• **Task statement**
Copy each line below containing "name".

• **Information shown**
===

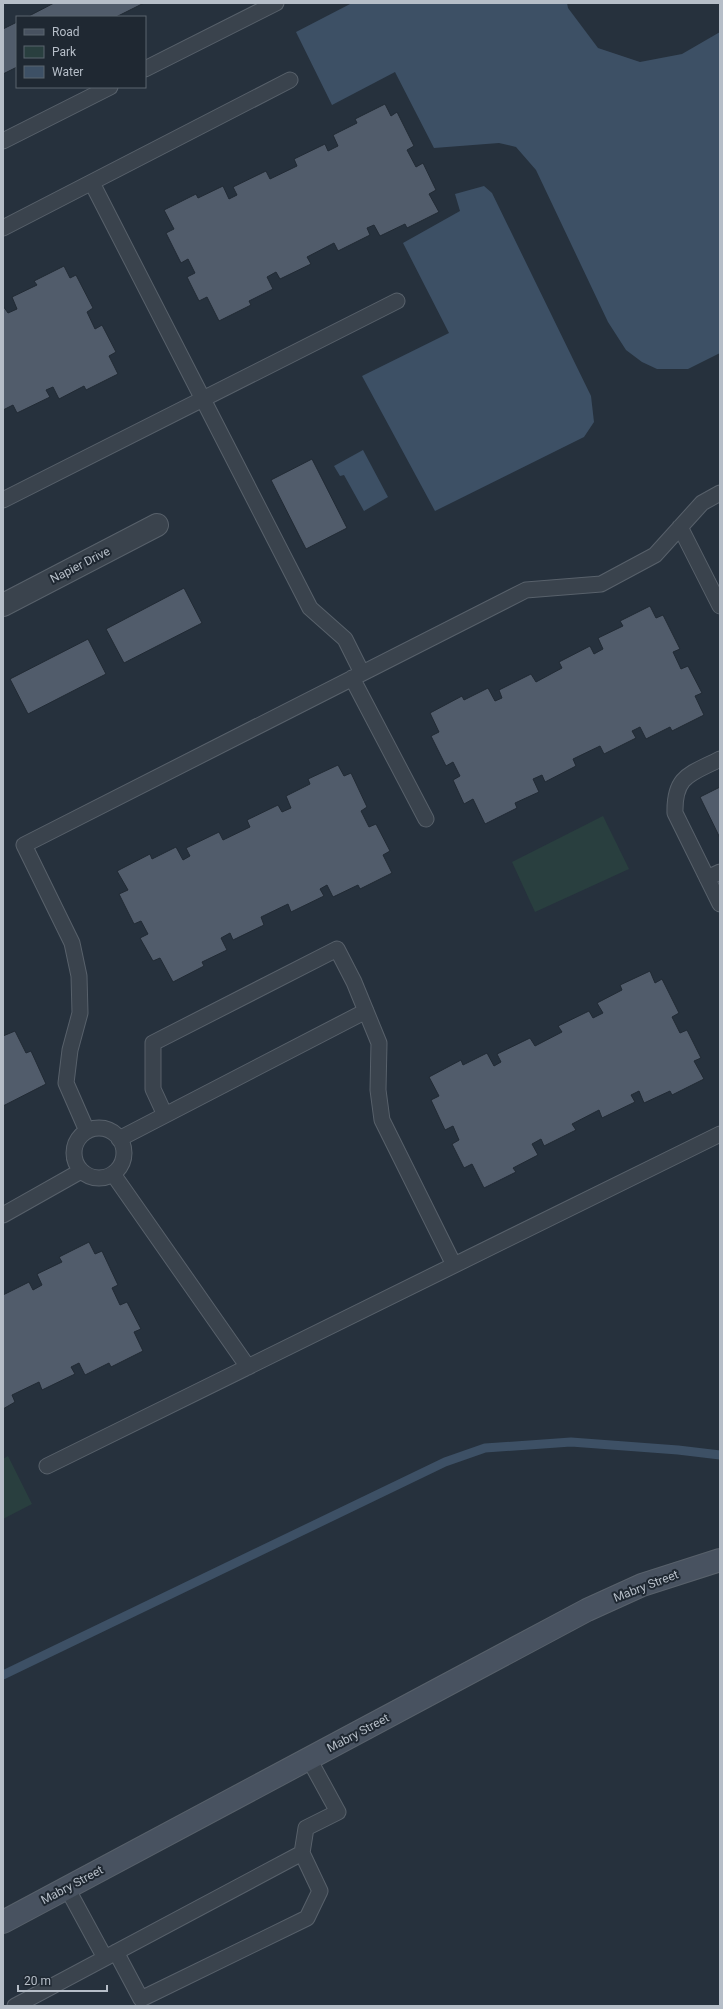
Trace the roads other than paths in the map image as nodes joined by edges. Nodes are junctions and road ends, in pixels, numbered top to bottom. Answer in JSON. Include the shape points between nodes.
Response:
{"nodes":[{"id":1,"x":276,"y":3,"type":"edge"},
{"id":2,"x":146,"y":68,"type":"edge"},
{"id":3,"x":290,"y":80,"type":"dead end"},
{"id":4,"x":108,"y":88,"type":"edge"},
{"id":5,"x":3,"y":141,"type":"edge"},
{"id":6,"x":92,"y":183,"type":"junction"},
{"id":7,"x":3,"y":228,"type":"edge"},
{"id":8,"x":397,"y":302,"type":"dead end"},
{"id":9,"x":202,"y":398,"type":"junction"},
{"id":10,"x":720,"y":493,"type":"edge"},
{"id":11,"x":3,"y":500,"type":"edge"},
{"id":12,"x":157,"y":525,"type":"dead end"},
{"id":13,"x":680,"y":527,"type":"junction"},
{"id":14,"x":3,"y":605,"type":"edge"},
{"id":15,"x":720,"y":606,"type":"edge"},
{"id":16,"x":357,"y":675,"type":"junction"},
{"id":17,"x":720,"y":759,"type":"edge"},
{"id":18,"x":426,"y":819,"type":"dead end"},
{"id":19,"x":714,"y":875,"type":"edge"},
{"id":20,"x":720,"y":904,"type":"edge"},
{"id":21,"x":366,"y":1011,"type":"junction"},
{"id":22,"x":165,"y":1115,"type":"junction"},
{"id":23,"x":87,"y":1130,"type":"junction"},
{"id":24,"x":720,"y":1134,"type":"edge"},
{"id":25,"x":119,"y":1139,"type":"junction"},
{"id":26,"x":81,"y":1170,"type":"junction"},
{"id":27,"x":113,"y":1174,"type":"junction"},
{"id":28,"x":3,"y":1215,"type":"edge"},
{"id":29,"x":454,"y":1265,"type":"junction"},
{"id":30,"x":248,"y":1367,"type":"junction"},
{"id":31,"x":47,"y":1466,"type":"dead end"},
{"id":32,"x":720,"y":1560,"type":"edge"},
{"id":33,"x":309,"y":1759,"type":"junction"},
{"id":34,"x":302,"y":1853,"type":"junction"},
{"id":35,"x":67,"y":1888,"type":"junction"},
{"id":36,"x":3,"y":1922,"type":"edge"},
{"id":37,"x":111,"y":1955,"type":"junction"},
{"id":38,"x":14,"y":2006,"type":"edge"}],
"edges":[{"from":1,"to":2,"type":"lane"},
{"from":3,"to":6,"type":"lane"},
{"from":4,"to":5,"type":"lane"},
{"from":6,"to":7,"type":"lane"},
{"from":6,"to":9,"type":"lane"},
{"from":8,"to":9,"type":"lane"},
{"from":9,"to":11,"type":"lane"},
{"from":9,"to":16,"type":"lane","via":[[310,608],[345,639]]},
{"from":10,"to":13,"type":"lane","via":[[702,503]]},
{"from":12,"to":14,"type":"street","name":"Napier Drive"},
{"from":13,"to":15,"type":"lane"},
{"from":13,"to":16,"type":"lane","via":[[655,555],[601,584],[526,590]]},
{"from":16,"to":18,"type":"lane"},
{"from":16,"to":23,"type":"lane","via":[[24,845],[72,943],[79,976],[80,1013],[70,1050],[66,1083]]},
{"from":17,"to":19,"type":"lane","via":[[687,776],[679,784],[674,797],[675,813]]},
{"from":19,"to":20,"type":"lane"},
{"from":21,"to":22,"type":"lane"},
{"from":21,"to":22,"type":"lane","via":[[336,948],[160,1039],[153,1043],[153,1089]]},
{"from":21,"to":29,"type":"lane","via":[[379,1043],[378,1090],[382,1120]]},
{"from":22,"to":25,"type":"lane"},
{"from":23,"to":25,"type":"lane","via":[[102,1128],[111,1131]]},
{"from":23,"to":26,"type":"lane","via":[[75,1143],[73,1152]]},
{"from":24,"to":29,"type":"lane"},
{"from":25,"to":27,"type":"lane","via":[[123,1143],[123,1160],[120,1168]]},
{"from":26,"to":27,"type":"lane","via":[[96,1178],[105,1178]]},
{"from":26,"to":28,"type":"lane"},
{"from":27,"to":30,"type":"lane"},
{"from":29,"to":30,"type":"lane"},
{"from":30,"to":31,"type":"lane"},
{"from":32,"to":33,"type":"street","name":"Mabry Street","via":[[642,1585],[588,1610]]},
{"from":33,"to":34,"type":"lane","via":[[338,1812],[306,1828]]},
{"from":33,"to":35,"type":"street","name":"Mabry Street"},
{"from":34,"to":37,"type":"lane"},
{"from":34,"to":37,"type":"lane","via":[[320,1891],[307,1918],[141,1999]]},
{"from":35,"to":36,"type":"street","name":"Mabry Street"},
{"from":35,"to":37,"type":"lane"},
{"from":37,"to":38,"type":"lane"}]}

===

• **Your solution**
{"from":12,"to":14,"type":"street","name":"Napier Drive"},
{"from":32,"to":33,"type":"street","name":"Mabry Street","via":[[642,1585],[588,1610]]},
{"from":33,"to":35,"type":"street","name":"Mabry Street"},
{"from":35,"to":36,"type":"street","name":"Mabry Street"},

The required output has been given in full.